Hong Kong a connu une vague de wenyipian dans les années 1950 et 1960, dans le prolongement des films de la fin des années 1940 à Shanghai. « The Winter » (《冬暖》) de Li Han-hsiang (李翰祥), réalisé à Taiwan à la fin des années 1960, en est l’apogée.

 

Puis le genre a connu une résurgence à Hong Kong à la fin des années 1990, mêlé à une nostalgie du passé suscitée par les incertitudes liées à la rétrocession du territoire à la Chine en 1997. On a parlé de « wenyipian postmoderne », dont  « In the Mood for Love » (《花样年华》) de Wong Kar-wai (王家卫) est le plus bel exemple: Wong Kar-wai y cite en filigrane la référence à Zhou Xuan et a bâti une intrigue qui a beaucoup de points communs avec « Printemps dans une petite ville ».

 

In the Mood for Love

 

Fondé sur la retenue dans l’expression des sentiments, le wenyipian demande la même retenue dans la mise en scène et l’interprétation, et une grande finesse dans l’esthétique générale des films. Cela leur donne une qualité littéraire qui les rattache aux origines du wenmingxi, né du théâtre.

 

 


 

[1] Voir : Cinema and Urban Culture in Shanghai, 1922-1943, Yingjin Zhang, Standford University Press 1999, p. 33 et An Amorous History of the Silver Screen, Shanghai Cinema 1896-1937, Zhang Zhen, University of Chicago Press, p. 98

[2] Les femmes aux pieds non bandés, par exemple, ayant des pieds dits « civilisés » (文明).
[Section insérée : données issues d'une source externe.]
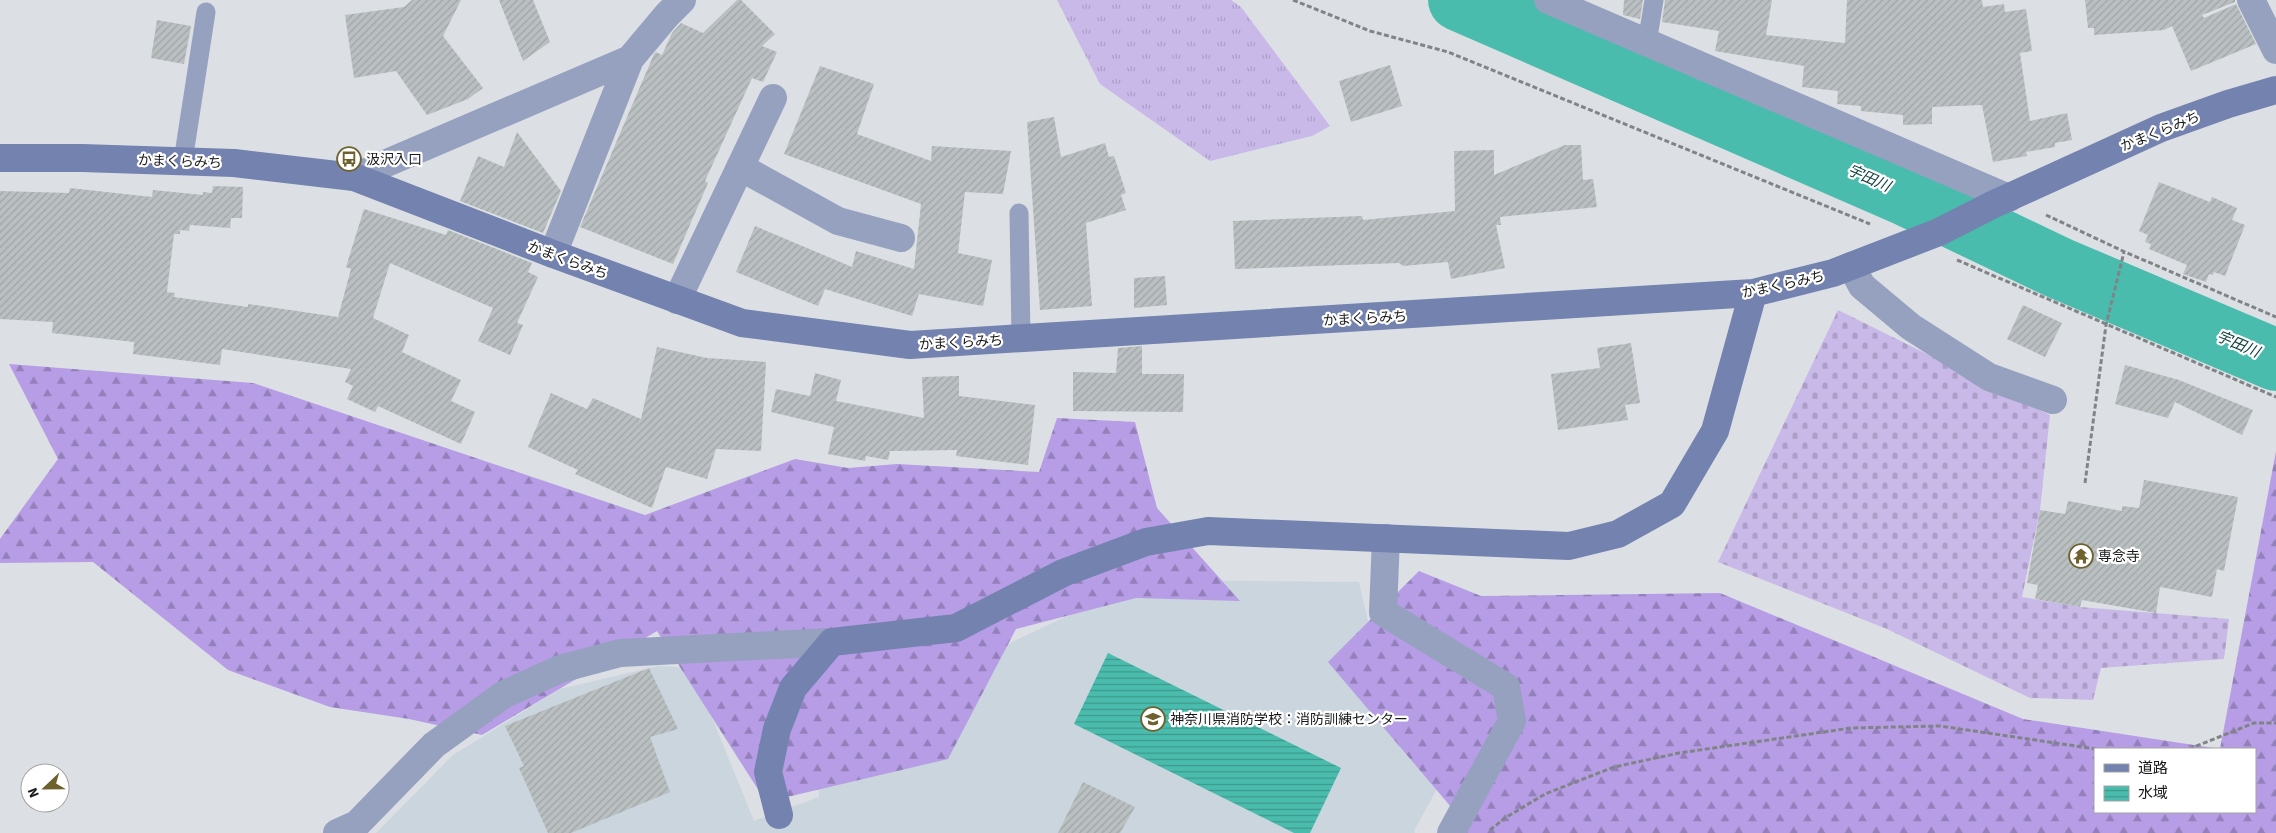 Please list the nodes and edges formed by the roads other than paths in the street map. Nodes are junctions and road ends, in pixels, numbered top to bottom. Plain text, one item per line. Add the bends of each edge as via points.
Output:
1 (682, 0) edge
2 (1548, 0) edge
3 (1654, 0) edge
4 (2251, 0) edge
5 (206, 12) dead end
6 (1647, 43) junction
7 (2276, 50) edge
8 (630, 59) junction
9 (2276, 90) edge
10 (773, 98) dead end
11 (0, 158) edge
12 (183, 161) junction
13 (740, 167) junction
14 (354, 177) junction
15 (2000, 201) junction
16 (1019, 213) dead end
17 (901, 238) dead end
18 (553, 254) junction
19 (1851, 266) junction
20 (1753, 293) junction
21 (677, 300) junction
22 (1021, 338) junction
23 (2053, 400) dead end
24 (1386, 538) junction
25 (832, 642) junction
26 (779, 815) dead end
27 (336, 833) edge
28 (1452, 833) edge

1 - 8 street
2 - 6 street
3 - 6 lane
4 - 7 street
5 - 12 lane
6 - 15 street
8 - 14 street
8 - 18 street
9 - 15 main road, かまくらみち via 2161,128
10 - 13 street
11 - 12 main road, かまくらみち
12 - 14 main road, かまくらみち via 234,163
13 - 17 street via 838,221
13 - 21 street
14 - 18 main road, かまくらみち
15 - 19 main road, かまくらみち via 1939,232
16 - 22 lane
18 - 21 main road, かまくらみち
19 - 20 main road, かまくらみち
19 - 23 street via 1862,286 1911,327 1989,377
20 - 22 main road, かまくらみち
20 - 24 main road via 1715,431 1672,504 1618,534 1569,546
21 - 22 main road, かまくらみち via 742,323 910,345
24 - 25 main road via 1208,531 1146,542 1063,573 956,628
24 - 28 street via 1383,612 1506,687 1512,721
25 - 26 main road via 793,688 777,729 768,772
25 - 27 street via 620,653 560,669 503,695 434,745 357,824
[3] Théoricien en particulier des origines du cinéma chinois dans le théâtre d’ombres : voir « Origines historiques de la théorie du « théâtre d’ombres » 'Yingxi' lilun lishi suoyuan” 影戏理论历史溯源.

[4] Sur ce genre littéraire, voir chineseshortstories (à venir)

[5] « Laborer’s Love » (劳工之爱情) et « The King of Comedy Visits Shanghai » (滑稽大王游沪记).